PROBLEM STATEMENT: Each line in the entries below that holds the string "Puchades" is to be listed.

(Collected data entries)

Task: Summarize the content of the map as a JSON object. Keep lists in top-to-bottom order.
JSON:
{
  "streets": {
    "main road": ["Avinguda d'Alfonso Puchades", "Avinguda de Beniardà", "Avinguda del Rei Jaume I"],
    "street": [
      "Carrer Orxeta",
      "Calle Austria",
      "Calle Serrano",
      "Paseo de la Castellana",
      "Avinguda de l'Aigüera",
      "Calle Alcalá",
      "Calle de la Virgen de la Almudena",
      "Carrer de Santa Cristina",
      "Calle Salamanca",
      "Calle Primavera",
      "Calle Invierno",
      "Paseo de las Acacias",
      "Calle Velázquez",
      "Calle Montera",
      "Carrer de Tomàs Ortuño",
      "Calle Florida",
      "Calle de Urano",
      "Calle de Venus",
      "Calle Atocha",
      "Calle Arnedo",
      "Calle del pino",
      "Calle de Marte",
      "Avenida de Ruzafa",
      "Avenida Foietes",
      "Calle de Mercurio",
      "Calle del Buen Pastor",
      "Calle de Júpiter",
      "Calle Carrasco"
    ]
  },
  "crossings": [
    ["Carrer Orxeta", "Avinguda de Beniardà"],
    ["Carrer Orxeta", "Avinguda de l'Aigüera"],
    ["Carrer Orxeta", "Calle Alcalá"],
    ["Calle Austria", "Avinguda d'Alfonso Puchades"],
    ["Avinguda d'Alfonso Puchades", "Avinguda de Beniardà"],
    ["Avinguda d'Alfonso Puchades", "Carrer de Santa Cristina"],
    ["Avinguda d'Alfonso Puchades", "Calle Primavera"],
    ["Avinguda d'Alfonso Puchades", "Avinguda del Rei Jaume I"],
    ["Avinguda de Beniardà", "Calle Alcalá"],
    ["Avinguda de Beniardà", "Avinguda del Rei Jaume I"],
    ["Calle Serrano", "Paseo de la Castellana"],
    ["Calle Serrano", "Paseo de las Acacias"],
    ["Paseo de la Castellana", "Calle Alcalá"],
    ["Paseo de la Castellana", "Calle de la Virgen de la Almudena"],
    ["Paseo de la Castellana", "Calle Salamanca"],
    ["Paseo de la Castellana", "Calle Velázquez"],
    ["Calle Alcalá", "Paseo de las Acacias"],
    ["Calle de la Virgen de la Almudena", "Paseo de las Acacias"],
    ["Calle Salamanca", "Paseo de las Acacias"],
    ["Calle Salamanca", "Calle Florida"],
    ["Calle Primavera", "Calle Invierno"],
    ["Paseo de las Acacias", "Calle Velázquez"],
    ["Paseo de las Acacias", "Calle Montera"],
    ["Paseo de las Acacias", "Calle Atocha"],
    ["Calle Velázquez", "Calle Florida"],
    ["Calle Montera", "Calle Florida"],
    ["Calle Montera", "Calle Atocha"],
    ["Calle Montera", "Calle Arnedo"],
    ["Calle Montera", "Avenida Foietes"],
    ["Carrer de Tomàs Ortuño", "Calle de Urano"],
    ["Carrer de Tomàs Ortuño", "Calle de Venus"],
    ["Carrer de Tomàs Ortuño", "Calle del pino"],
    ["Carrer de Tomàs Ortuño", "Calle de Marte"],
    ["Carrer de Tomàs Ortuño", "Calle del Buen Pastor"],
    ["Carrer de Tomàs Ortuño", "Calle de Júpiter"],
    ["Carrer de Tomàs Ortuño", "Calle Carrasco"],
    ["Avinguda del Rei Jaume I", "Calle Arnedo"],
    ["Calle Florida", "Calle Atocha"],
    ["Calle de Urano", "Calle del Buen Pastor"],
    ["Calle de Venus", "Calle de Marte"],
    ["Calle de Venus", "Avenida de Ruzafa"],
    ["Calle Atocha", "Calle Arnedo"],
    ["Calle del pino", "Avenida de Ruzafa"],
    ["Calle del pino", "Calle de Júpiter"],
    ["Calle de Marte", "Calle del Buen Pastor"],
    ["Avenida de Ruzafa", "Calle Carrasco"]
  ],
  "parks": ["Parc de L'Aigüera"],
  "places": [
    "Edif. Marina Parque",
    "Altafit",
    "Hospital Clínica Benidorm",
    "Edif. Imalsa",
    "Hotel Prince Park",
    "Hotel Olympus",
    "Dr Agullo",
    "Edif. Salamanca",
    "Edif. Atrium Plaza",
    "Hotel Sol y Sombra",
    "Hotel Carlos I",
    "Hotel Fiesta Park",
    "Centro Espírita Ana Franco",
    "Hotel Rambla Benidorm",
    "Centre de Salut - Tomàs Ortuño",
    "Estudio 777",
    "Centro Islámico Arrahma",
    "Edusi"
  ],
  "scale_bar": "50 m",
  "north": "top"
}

SOLUTION FOR THIS TASK:
    "main road": ["Avinguda d'Alfonso Puchades", "Avinguda de Beniardà", "Avinguda del Rei Jaume I"],
    ["Calle Austria", "Avinguda d'Alfonso Puchades"],
    ["Avinguda d'Alfonso Puchades", "Avinguda de Beniardà"],
    ["Avinguda d'Alfonso Puchades", "Carrer de Santa Cristina"],
    ["Avinguda d'Alfonso Puchades", "Calle Primavera"],
    ["Avinguda d'Alfonso Puchades", "Avinguda del Rei Jaume I"],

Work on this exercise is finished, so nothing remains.